> **Goal of the exercise**
Look through the data below and work out how many lines contain the string "Paul". Give the number alone.

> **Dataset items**
•••
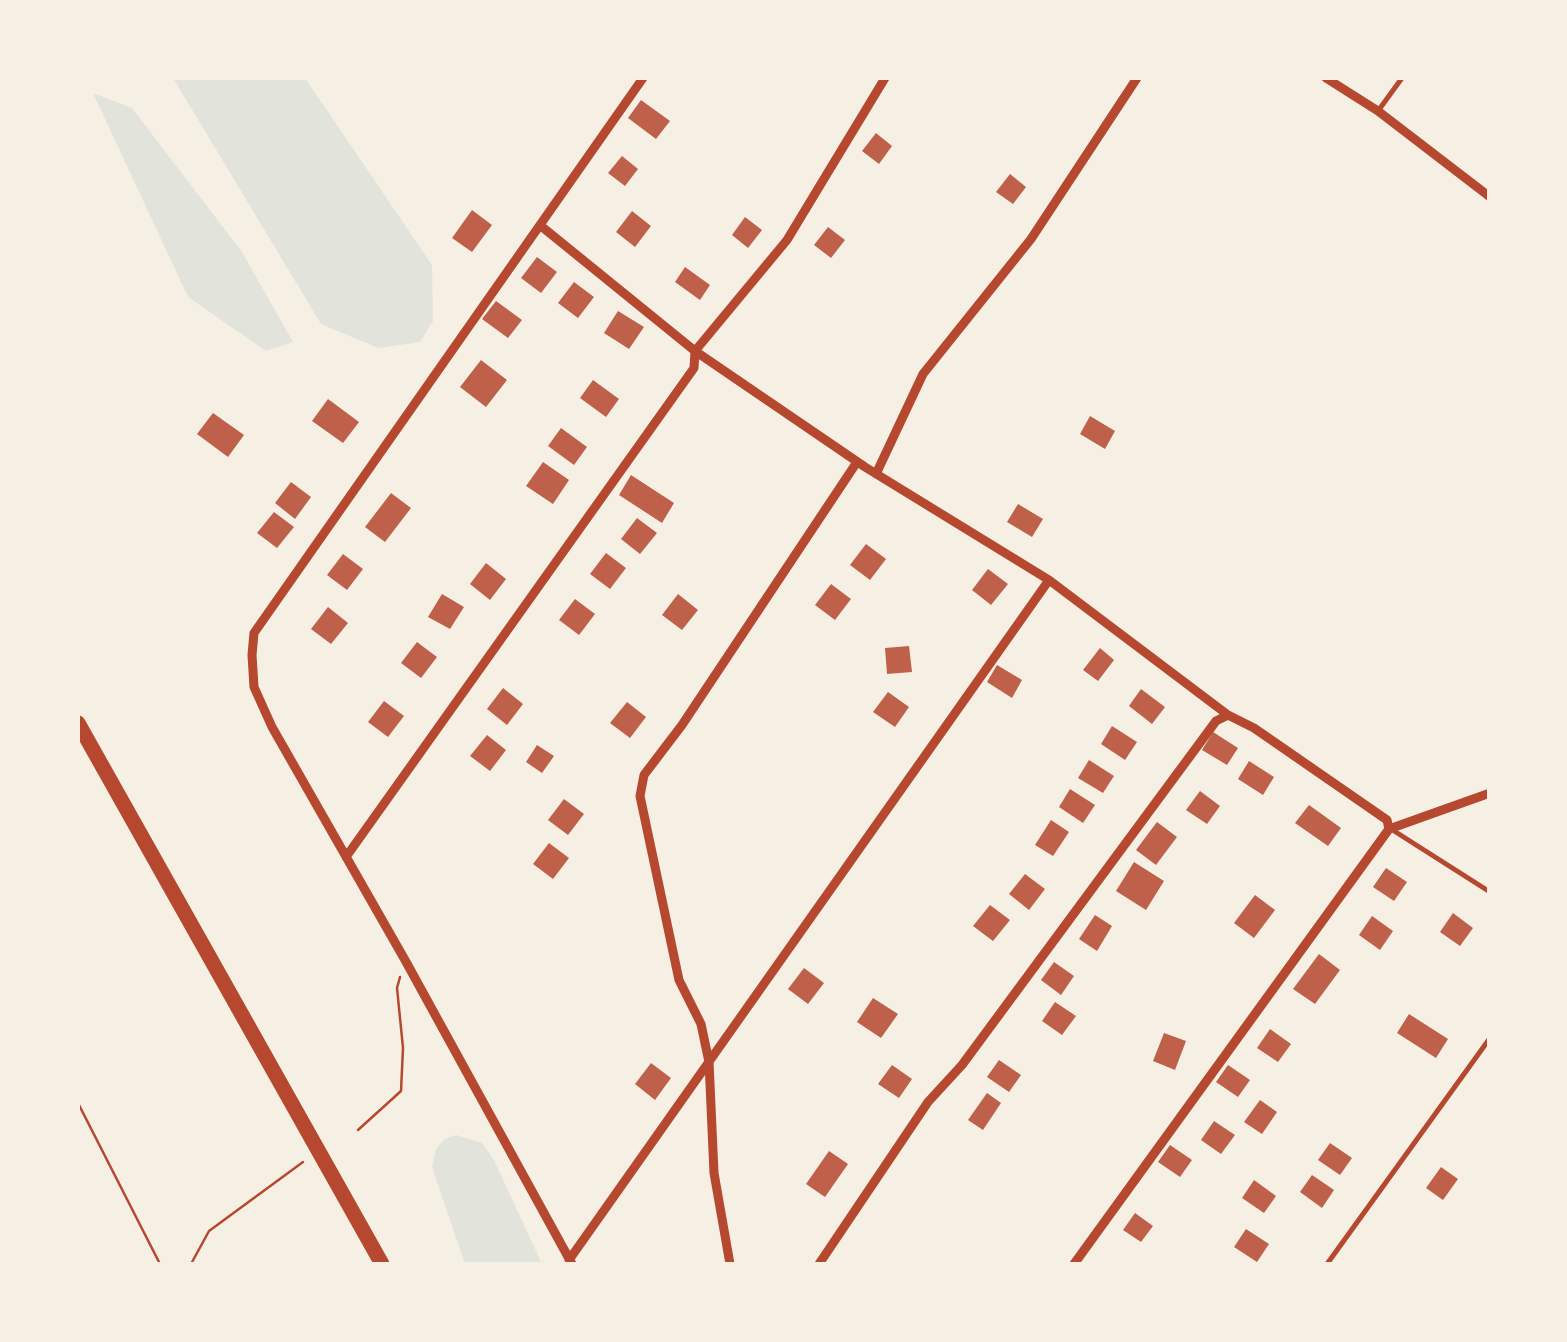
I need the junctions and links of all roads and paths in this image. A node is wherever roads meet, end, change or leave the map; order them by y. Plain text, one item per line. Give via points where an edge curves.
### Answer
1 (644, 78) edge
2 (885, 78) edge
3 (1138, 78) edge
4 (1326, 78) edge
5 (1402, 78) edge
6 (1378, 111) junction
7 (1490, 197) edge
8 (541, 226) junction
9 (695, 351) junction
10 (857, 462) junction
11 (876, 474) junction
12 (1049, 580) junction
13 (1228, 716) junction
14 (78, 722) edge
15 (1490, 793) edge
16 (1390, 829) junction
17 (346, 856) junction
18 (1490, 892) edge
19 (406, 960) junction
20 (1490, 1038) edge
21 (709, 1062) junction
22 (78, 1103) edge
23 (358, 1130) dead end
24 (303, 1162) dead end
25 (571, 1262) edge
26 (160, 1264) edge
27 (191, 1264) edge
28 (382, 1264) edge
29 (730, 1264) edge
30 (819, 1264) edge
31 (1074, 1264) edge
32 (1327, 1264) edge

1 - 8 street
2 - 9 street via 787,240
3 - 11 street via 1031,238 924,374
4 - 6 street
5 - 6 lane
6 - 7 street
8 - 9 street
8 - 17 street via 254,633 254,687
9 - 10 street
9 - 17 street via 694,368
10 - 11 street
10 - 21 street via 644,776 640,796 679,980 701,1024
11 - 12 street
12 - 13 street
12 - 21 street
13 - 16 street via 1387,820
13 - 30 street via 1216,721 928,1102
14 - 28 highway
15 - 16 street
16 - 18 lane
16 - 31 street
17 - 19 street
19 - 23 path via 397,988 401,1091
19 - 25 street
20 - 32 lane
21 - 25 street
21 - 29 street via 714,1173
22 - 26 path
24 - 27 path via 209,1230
•••
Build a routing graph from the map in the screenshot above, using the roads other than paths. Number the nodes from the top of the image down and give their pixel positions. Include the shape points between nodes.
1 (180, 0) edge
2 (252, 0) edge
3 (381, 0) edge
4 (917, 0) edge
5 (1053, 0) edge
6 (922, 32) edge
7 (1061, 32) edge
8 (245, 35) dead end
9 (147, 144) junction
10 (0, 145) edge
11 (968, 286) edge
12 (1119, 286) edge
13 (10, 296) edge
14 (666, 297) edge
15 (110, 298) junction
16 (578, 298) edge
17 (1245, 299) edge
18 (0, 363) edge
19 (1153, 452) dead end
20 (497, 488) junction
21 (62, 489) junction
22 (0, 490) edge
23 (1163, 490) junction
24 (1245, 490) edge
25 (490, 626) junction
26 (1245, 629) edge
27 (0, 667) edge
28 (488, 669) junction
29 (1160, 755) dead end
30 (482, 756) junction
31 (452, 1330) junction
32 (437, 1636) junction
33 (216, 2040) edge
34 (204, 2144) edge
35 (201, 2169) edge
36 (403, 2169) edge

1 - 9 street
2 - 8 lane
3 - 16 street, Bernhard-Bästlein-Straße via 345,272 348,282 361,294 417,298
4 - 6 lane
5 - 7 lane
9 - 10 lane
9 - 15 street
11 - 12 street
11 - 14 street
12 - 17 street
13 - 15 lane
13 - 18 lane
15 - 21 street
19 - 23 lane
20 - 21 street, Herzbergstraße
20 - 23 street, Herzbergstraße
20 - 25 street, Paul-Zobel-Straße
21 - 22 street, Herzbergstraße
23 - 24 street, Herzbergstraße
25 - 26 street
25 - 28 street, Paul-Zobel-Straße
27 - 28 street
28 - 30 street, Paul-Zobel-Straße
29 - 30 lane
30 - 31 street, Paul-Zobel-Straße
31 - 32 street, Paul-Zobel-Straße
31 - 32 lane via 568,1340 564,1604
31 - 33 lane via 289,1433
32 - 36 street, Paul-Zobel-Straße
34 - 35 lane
•••
> **Written response**
6